I'm not even sure that AUCTeX has code to deal with a .tex file which
already contains \usepackage[]{inputenc}.  The only thing I'm aware
of is when you type 'C-c C-m usepackage RET inputenc RET ENC RET' that
AUCTeX changes the file encoding acc. to chose ENC.

> So, here is my request: would it be possible that, for the detection of
> the real encoding of the file, AUCTeX relies not on the `inputenc`
> package option, but rather on the Emacs heuristics and that, in case of
> discrepancy between the two, it issues a warning?

Have a look at the variable `file-coding-system-alist'.  If you don't
want automatic conversion based on 'inputenc', remove the entry

 ("\\.\\(tex\\|ltx\\|dtx\\|drv\\)\\'" . latexenc-find-file-coding-system)

Maybe that helps.

Best, Arash




Re: Encoding trouble

2022-02-01 Thread Ikumi Keita
Hi Denis,

> Denis Bitouzé  writes:
> Let me explain myself: I had a LaTeX file encoded in latin1 that
> I wanted to encode in UTF-8. I used an external tool, in this case
> `utrac`, which confirmed the starting (latin1) and ending (UTF-8)
> encoding.
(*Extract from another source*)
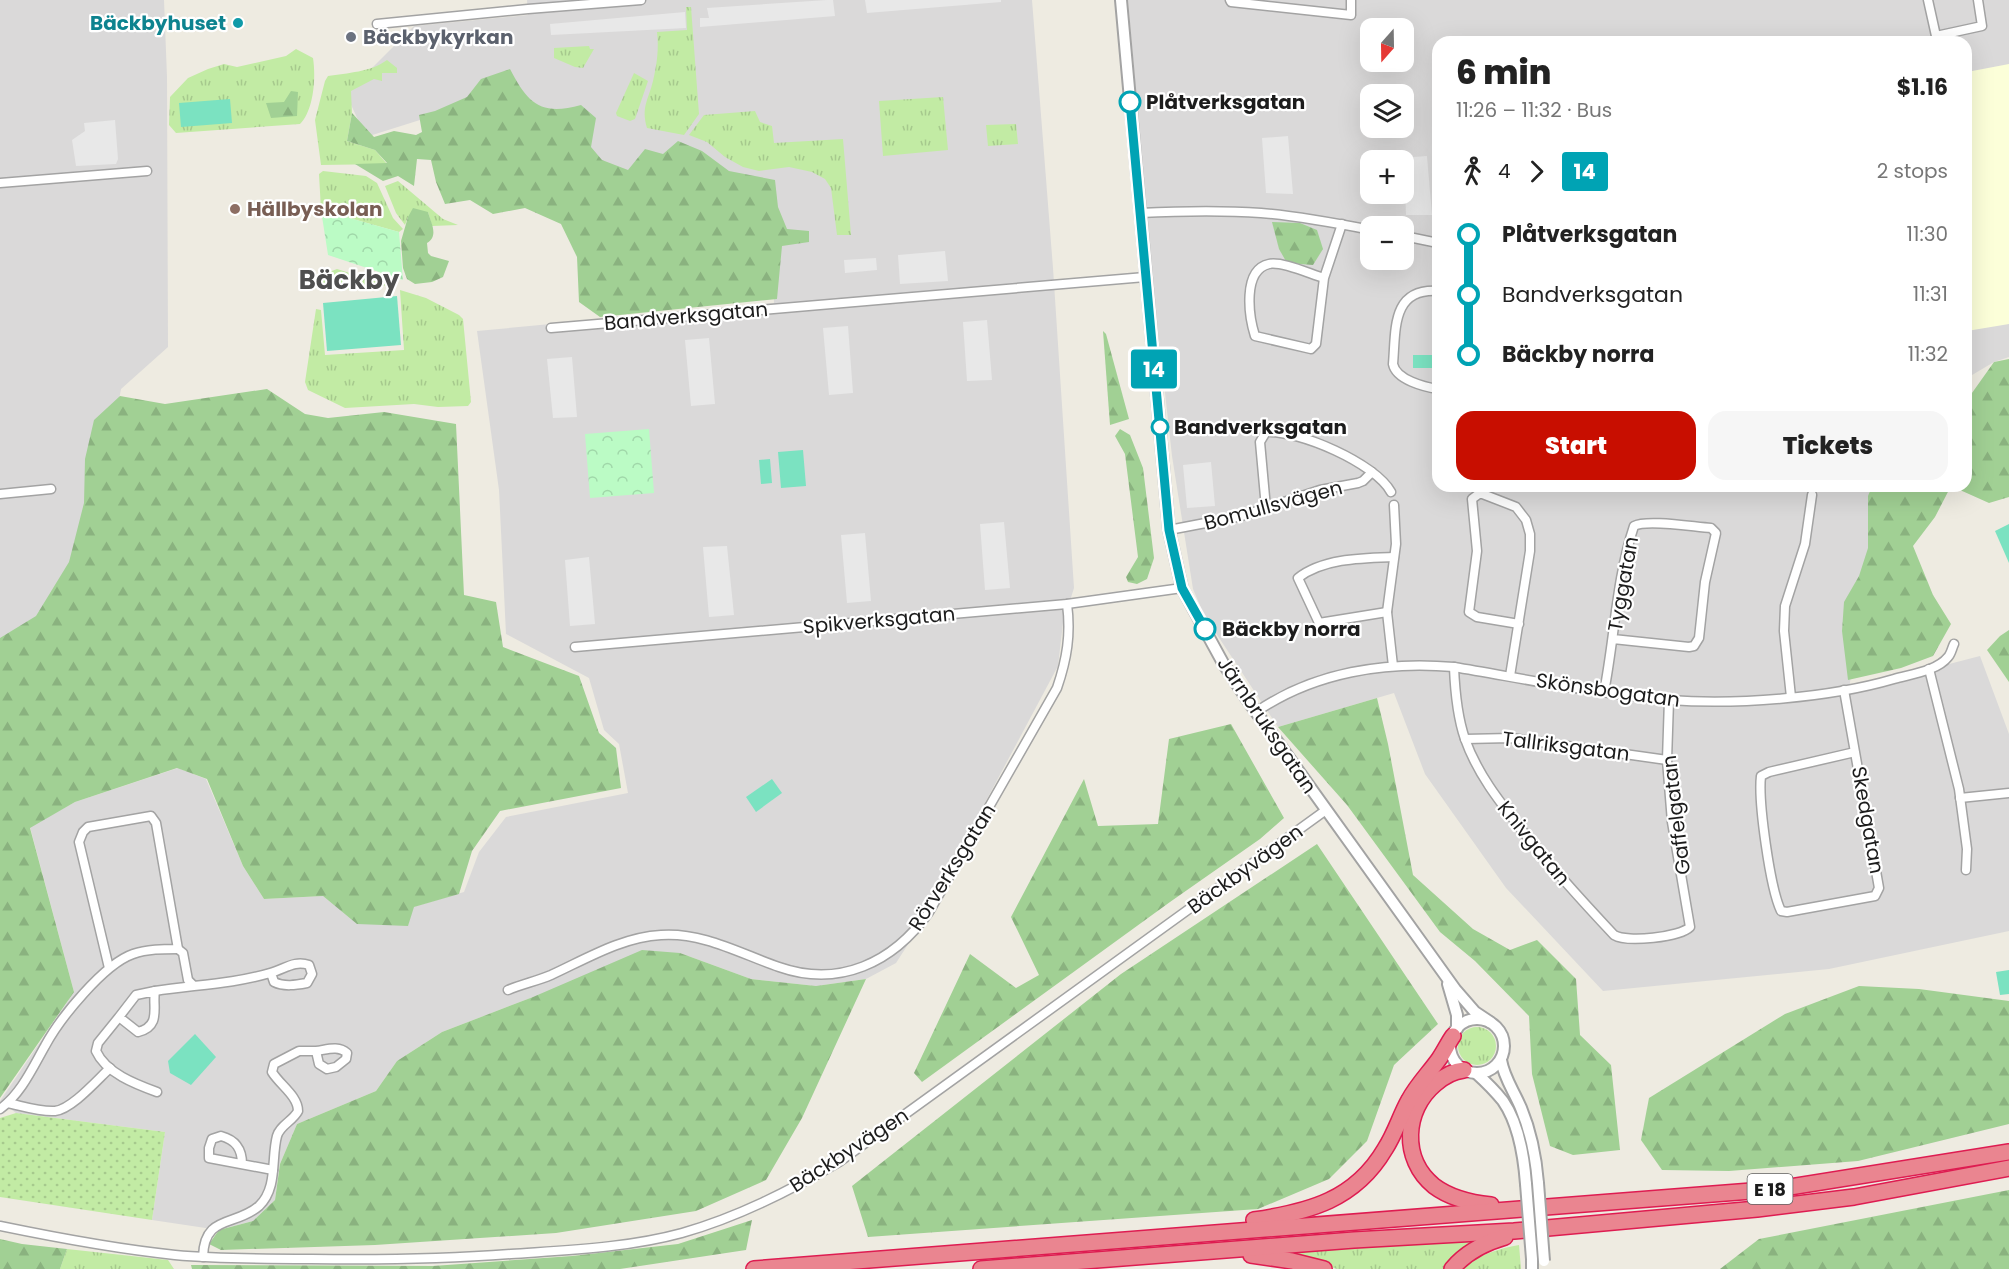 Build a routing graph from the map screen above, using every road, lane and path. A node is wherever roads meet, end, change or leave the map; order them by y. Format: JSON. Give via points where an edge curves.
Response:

But, when I opened this file in Emacs with AUCTeX enabled, the
> accented characters were wrong and it was only when I saw that the file
> contained `usepackage[latin1]{inputenc}` that I understood where the
> problem came from: changing it in `usepackage[utf8]{inputenc}` solved
> it.

> So, here is my request: would it be possible that, for the detection of
> the real encoding of the file, AUCTeX relies not on the `inputenc`
> package option, but rather on the Emacs heuristics and that, in case of
> discrepancy between the two, it issues a warning?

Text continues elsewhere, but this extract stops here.